One woman who was about eight months pregnant went to the clinic seeking clearance to work with her husband in the field, determined to pick until she went into labor, Martinez said. Volunteers explained that carrying full buckets of produce could be harmful, so she asked if she could pick “from the top” and not move heavy buckets.
And because she visited on a day when the electrocardiogram truck was on site, she also got a chance to see her baby for the first time.
“We found her baby, a perfect picture of the baby sucking its thumb,” Fels said. “They were unbelievably excited about it.” Her husband and mother heard firsthand that the baby was a boy.
Each day the young volunteers would huddle to discuss what they had done and seen in clinic and the people they encountered. “Learning huddles were opportunities to download,” Fritzen said.
In these learning huddles, the PA students did presentations on body systems, the Teen Corp members presented interesting cases, and Dr. Guest led the group through discussions about what they were seeing and how they were reacting. The group also toured a tomato farm and corn farm to watch the pickers and learn about their work and pay.
For the PA students, providing care in rural Georgia offered a taste of what practicing might look like.
“For the first time it allowed me to see a patient from beginning to end,” performing physicals, drawing up a treatment plan, answering questions, prescribing, and educating, said Fels. “I think it is very empowering for a student to go through this process.”
And the benefits went beyond the clinic. Fels says he is now committed to developing a career working more closely with patients.
“When you see (poverty) in your own country less than four hours from where you’re living … it’s mind blowing,” Fels said. It served as a reminder of what he was learning to do. “The healthcare I provide should be the same for everybody, regardless of where you come from, what you do and what your expectations (of care) are.”
Thanksgiving in June
Gratitude was a recurring theme. Volunteers said they were thankful for the intensive clinical experience, and for the farm workers’ hard labor and low pay they earned filling grocery store shelves, though they were often unable to feed their own families.

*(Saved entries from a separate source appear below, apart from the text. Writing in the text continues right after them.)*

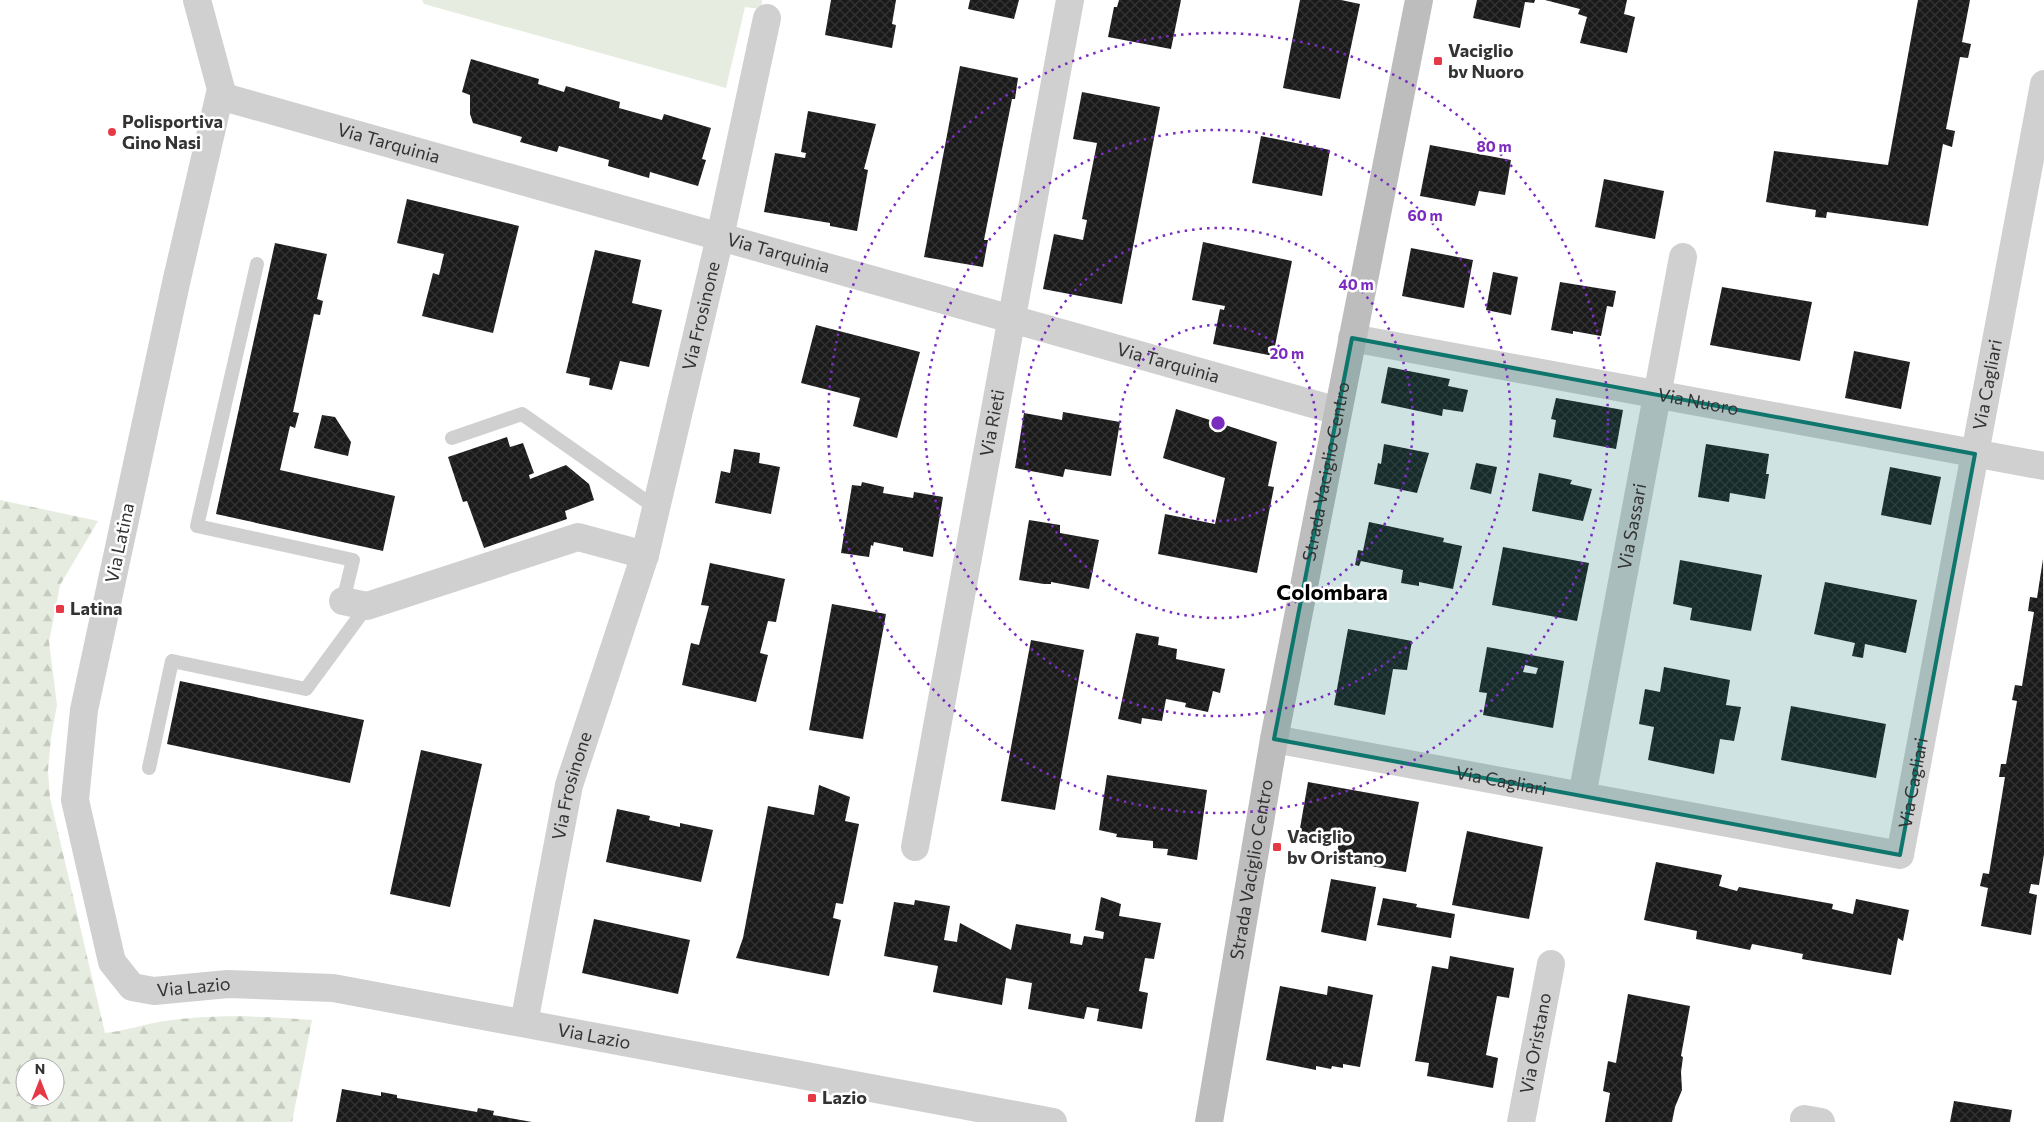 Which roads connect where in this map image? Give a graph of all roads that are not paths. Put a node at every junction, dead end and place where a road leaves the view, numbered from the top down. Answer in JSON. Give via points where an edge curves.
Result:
{"nodes":[{"id":1,"x":197,"y":0,"type":"edge"},
{"id":2,"x":1070,"y":0,"type":"edge"},
{"id":3,"x":1419,"y":0,"type":"edge"},
{"id":4,"x":767,"y":18,"type":"dead end"},
{"id":5,"x":2044,"y":84,"type":"edge"},
{"id":6,"x":220,"y":96,"type":"junction"},
{"id":7,"x":720,"y":237,"type":"junction"},
{"id":8,"x":1683,"y":257,"type":"dead end"},
{"id":9,"x":258,"y":264,"type":"dead end"},
{"id":10,"x":1011,"y":318,"type":"junction"},
{"id":11,"x":1352,"y":338,"type":"junction"},
{"id":12,"x":1657,"y":394,"type":"junction"},
{"id":13,"x":1338,"y":411,"type":"junction"},
{"id":14,"x":452,"y":438,"type":"dead end"},
{"id":15,"x":1975,"y":454,"type":"junction"},
{"id":16,"x":2044,"y":466,"type":"edge"},
{"id":17,"x":656,"y":508,"type":"junction"},
{"id":18,"x":645,"y":555,"type":"junction"},
{"id":19,"x":355,"y":604,"type":"junction"},
{"id":20,"x":1274,"y":739,"type":"junction"},
{"id":21,"x":149,"y":768,"type":"dead end"},
{"id":22,"x":1582,"y":796,"type":"junction"},
{"id":23,"x":915,"y":847,"type":"dead end"},
{"id":24,"x":1551,"y":964,"type":"dead end"},
{"id":25,"x":132,"y":987,"type":"joint"},
{"id":26,"x":524,"y":1024,"type":"junction"},
{"id":27,"x":1053,"y":1122,"type":"edge"},
{"id":28,"x":1209,"y":1122,"type":"edge"},
{"id":29,"x":1521,"y":1122,"type":"edge"}],
"edges":[{"from":1,"to":6,"type":"street","via":[[221,89]]},
{"from":2,"to":10,"type":"street","name":"Via Rieti"},
{"from":3,"to":11,"type":"street","name":"Strada Vaciglio Centro"},
{"from":4,"to":7,"type":"street","name":"Via Frosinone"},
{"from":5,"to":15,"type":"street","name":"Via Cagliari"},
{"from":6,"to":7,"type":"street","name":"Via Tarquinia"},
{"from":6,"to":25,"type":"street","name":"Via Latina","via":[[176,283],[81,736],[75,800],[112,962]]},
{"from":7,"to":10,"type":"street","name":"Via Tarquinia"},
{"from":7,"to":17,"type":"street","name":"Via Frosinone"},
{"from":8,"to":12,"type":"street","name":"Via Sassari"},
{"from":9,"to":19,"type":"lane","via":[[198,526],[353,560]]},
{"from":10,"to":13,"type":"street","name":"Via Tarquinia"},
{"from":10,"to":23,"type":"street","name":"Via Rieti"},
{"from":11,"to":12,"type":"street","name":"Via Nuoro"},
{"from":11,"to":13,"type":"street","name":"Strada Vaciglio Centro"},
{"from":12,"to":15,"type":"street","name":"Via Nuoro"},
{"from":12,"to":22,"type":"street","name":"Via Sassari"},
{"from":13,"to":20,"type":"street","name":"Strada Vaciglio Centro"},
{"from":14,"to":17,"type":"lane","via":[[522,414]]},
{"from":15,"to":16,"type":"street","name":"Via Nuoro"},
{"from":15,"to":22,"type":"street","name":"Via Cagliari","via":[[1900,855]]},
{"from":17,"to":18,"type":"street","name":"Via Frosinone"},
{"from":18,"to":19,"type":"street","via":[[578,537]]},
{"from":18,"to":26,"type":"street","name":"Via Frosinone","via":[[569,785]]},
{"from":19,"to":21,"type":"lane","via":[[306,690],[172,661]]},
{"from":20,"to":22,"type":"street","name":"Via Cagliari"},
{"from":20,"to":28,"type":"street","name":"Strada Vaciglio Centro"},
{"from":24,"to":29,"type":"street","name":"Via Oristano"},
{"from":25,"to":26,"type":"street","name":"Via Lazio","via":[[154,991],[228,984],[333,988]]},
{"from":26,"to":27,"type":"street","name":"Via Lazio"}]}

And the patients, too, were grateful.
Teen Corp member Laura Ramirez gave shoes to 3- and 4-year-olds who had never owned any and gave sunglasses to farm workers who had never heard of them. And parents with health problems were most concerned about keeping their young children healthy, getting dental screenings and shots before getting themselves checked.
“They work hard and live that lifestyle gratefully and make sure their kids are in school,” she said.
That underscored Ramirez’s gratitude to her parents.
They arrived in Atlanta from Acapulco in 1991, taking jobs as dishwashers to support their four children. Today they each work as chefs at local restaurants. And Ramirez, now 19, finished her first year at Agnes Scott College with hopes of transferring to Georgia State University later this year.
The family hit a rough patch in 2008 when her father suffered kidney failure and was in the hospital for about a month. Ramirez and her older brother took jobs to help their mother hold the family and the finances together.
He’s managing his condition with medication. Doctors still don’t fully understand his illness, so Ramirez wants to become a nephrologist to conduct research on childhood kidney disease “so it can be detected earlier,” she said.
Ramirez and other volunteers even picked tomatoes. They weren’t even close to filling their buckets and were exhausted, she said. Farm workers told her they earn 12 cents for each 5-gallon bucket of tomatoes.
She doesn’t look at salad the same way.
“You get to see the reality of it,” she said. “We would never think that cherry tomatoes in our salad would take so long to pick.”
Nichele Hoskins, a freelance writer based in Birmingham, grew up on the South Georgia coast.